◆ Exercise objective ◆
Reproduce all lines of the listing below in which the word "above" occurs.

◆ Records for the task ◆

=== Begin Enclosure ===

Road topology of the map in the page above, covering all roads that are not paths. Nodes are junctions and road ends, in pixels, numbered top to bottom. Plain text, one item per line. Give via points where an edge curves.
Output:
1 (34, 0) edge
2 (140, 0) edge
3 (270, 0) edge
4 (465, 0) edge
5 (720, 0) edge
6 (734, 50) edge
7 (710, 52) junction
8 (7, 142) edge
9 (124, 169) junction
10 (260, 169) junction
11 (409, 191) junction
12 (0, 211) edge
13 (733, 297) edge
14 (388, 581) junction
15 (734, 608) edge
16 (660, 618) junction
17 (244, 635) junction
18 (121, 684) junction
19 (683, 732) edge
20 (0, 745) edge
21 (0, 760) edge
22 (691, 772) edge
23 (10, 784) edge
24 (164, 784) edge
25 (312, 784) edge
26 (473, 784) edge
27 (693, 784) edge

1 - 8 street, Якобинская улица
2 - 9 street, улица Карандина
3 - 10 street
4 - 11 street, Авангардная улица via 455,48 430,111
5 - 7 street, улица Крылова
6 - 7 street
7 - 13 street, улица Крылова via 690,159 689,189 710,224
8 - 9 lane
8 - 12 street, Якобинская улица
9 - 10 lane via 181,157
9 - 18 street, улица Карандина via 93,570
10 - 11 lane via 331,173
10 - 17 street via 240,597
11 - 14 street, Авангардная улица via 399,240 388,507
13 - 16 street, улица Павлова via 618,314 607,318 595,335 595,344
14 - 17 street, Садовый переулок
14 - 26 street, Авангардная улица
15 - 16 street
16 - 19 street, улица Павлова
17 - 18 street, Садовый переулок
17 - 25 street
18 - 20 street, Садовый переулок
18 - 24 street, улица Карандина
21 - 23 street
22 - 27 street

=== End Enclosure ===
=== Begin Enclosure ===

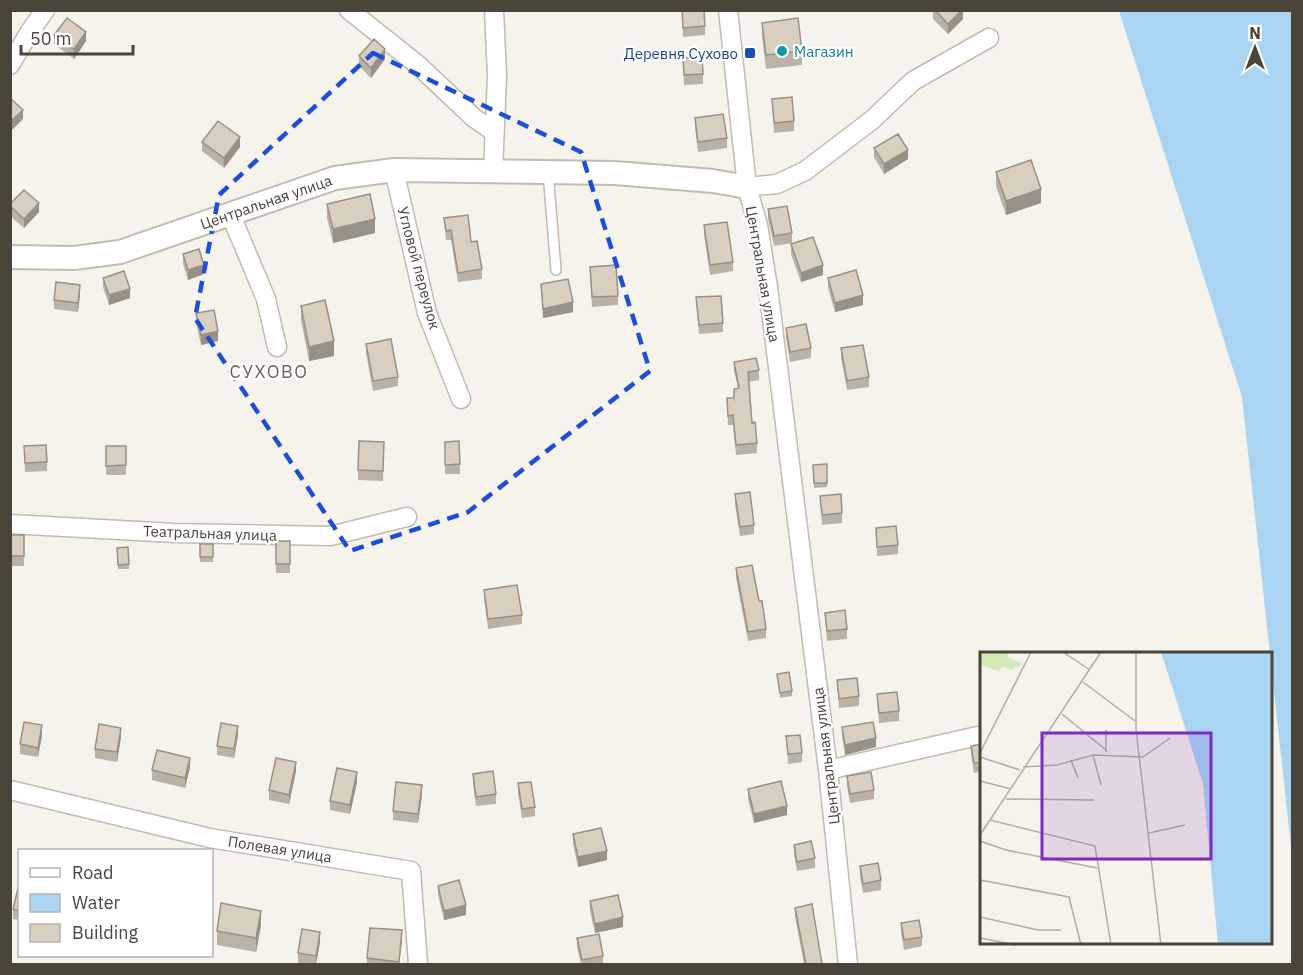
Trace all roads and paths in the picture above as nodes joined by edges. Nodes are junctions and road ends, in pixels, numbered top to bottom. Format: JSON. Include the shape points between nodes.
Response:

=== End Enclosure ===
=== Begin Enclosure ===

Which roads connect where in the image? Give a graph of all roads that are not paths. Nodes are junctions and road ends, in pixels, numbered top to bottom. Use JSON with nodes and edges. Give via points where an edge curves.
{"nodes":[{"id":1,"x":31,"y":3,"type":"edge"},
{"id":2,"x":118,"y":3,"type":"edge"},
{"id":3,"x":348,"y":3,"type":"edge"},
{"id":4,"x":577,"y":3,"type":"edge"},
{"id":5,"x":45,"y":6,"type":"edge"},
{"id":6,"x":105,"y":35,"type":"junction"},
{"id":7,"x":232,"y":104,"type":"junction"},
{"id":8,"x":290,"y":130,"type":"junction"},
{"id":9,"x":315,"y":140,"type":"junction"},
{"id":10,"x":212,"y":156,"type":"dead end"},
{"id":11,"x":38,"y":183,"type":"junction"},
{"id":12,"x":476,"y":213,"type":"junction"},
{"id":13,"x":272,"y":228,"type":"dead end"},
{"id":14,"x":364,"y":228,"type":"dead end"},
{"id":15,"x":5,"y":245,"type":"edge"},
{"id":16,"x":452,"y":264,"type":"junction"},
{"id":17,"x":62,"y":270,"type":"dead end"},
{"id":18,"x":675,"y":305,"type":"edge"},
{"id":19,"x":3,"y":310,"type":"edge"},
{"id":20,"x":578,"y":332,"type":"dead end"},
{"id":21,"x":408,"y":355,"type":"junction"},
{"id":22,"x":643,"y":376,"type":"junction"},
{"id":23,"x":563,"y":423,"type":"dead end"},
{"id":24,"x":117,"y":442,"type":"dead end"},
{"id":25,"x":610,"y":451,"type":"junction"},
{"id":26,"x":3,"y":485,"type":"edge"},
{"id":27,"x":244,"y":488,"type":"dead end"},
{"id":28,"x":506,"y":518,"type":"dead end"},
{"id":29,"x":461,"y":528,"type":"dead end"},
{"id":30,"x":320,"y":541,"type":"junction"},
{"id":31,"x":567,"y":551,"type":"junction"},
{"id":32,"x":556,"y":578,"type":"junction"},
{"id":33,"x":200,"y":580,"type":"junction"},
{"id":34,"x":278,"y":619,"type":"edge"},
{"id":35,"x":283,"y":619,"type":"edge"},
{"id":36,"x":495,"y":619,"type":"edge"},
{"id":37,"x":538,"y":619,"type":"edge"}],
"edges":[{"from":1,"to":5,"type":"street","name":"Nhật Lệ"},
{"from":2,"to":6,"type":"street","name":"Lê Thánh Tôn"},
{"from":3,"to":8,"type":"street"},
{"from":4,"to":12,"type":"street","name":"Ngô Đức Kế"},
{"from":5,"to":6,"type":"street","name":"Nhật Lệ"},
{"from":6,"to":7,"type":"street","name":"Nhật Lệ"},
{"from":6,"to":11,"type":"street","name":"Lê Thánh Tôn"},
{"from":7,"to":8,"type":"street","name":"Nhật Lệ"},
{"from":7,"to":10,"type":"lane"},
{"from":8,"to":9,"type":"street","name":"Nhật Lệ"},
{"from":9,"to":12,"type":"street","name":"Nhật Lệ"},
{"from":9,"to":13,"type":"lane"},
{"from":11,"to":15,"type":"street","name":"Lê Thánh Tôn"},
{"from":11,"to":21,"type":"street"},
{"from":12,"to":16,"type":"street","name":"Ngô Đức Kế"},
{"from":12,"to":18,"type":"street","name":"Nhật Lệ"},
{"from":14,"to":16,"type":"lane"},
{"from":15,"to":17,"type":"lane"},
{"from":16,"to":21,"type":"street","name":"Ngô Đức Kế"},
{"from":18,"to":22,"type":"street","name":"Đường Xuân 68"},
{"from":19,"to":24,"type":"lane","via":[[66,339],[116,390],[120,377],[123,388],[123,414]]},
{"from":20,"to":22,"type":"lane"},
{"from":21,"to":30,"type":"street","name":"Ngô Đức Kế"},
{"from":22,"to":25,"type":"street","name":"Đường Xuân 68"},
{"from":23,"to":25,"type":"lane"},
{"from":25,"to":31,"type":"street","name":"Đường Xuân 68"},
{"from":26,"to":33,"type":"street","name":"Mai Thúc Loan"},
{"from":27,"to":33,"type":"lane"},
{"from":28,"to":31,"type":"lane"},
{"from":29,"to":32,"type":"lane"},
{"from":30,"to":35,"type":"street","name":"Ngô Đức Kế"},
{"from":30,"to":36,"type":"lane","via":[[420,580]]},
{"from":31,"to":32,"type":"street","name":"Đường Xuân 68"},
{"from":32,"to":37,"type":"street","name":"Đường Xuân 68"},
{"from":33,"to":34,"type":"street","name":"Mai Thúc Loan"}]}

=== End Enclosure ===

◆ Response to this task ◆
Road topology of the map in the page above, covering all roads that are not paths. Nodes are junctions and road ends, in pixels, numbered top to bottom. Plain text, one item per line. Give via points where an edge curves.
Trace all roads and paths in the picture above as nodes joined by edges. Nodes are junctions and road ends, in pixels, numbered top to bottom. Format: JSON. Include the shape points between nodes.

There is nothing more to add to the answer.